/ world today news/ The cabinet took on an external debt of 1.493 billion euros (about BGN 3 billion) at a yield of 3.056%, “Reuters” reported. This is well below the forecast of Prime Minister Plamen Oresharski from the beginning of the week, who expected an average yield of around 4%.
Analysts comment that the interest in the issue was extremely high. In practice, the lowered rating of the country and the problems of KTB did not seriously affect the conditions under which Bulgaria is financed by the international markets. The term of the Eurobonds is 10 years, maturing in September 2024, “Trud” reminds.
Initially, the new debt was expected to be taken in two tranches.

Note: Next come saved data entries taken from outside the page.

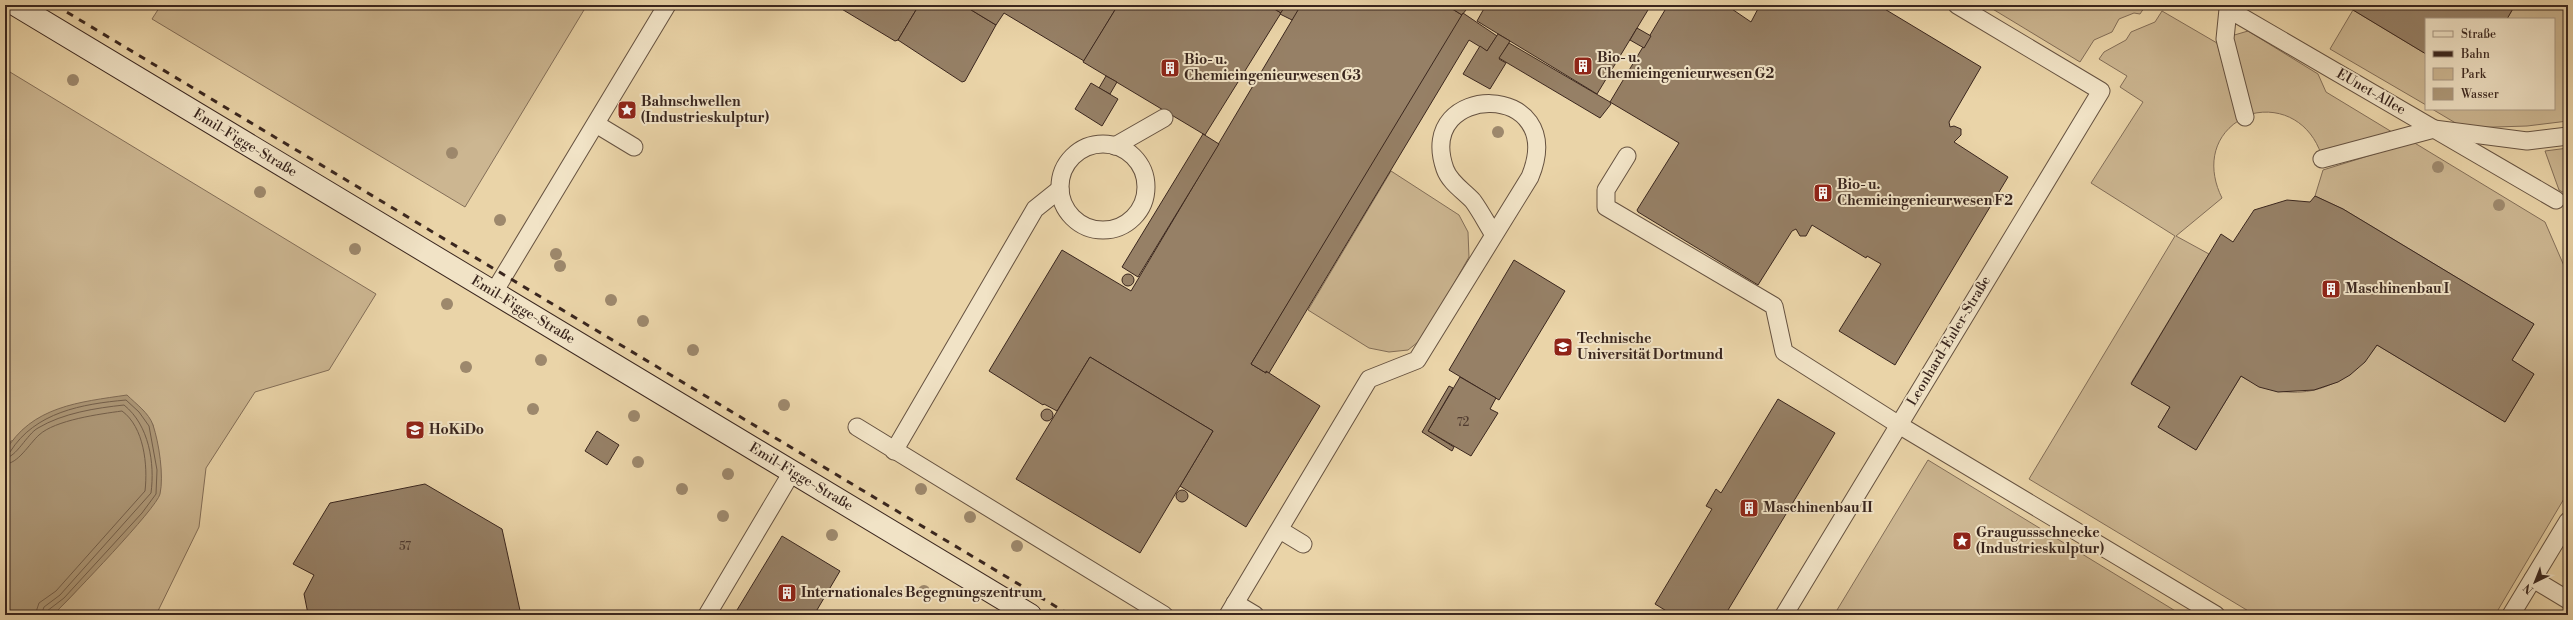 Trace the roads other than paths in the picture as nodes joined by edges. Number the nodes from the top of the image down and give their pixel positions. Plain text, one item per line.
1 (16, 5) edge
2 (667, 5) edge
3 (1957, 5) edge
4 (2245, 117) dead end
5 (1164, 118) dead end
6 (596, 124) junction
7 (2434, 129) junction
8 (2568, 136) edge
9 (1115, 146) junction
10 (634, 147) dead end
11 (1627, 156) dead end
12 (2322, 159) dead end
13 (1060, 189) junction
14 (2556, 200) dead end
15 (1494, 235) junction
16 (494, 292) junction
17 (1899, 425) junction
18 (857, 427) dead end
19 (894, 451) junction
20 (792, 472) junction
21 (2568, 521) edge
22 (1280, 530) junction
23 (1303, 544) dead end
24 (2533, 579) junction
25 (2568, 600) edge
26 (1231, 609) edge
27 (707, 615) edge
28 (1030, 615) edge
29 (1164, 615) edge
30 (1255, 615) edge
31 (1784, 615) edge
32 (2216, 615) edge
33 (2510, 615) edge

1 - 16 street, Emil-Figge-Straße
2 - 6 lane
3 - 17 lane, Leonhard-Euler-Straße
4 - 7 lane, EUnet-Allee
5 - 9 lane
6 - 10 lane
6 - 16 lane
7 - 8 lane
7 - 12 lane
7 - 14 lane, EUnet-Allee
9 - 13 lane
9 - 13 lane
11 - 17 lane
13 - 19 lane
15 - 15 lane
15 - 22 lane
16 - 20 street, Emil-Figge-Straße
17 - 31 lane, Leonhard-Euler-Straße
17 - 32 lane
18 - 19 lane
19 - 29 lane
20 - 27 lane
20 - 28 street, Emil-Figge-Straße
21 - 24 lane
22 - 23 lane
22 - 26 lane
24 - 25 lane
24 - 33 lane
26 - 30 lane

Thus, the bonds would mature in 10 and 15 years. The debt placement began on the final day of the road show where the issue was presented to potential investors. The tour went through London, Frankfurt and Paris.
The launch of the issue immediately after the road show is also a sign of significant interest from investors. The funds from the new debt will be used to cover old liabilities. The largest payment is due at the beginning of 2015. Then a loan for 1.086 billion dollars should be refinanced. The money will also be used to cover the budget deficit. According to estimates, this year it should be 1.8% of GDP or about BGN 1.5 billion. Even after the new issue, Bulgaria’s public debt remains among the lowest compared to the obligations of most EU countries.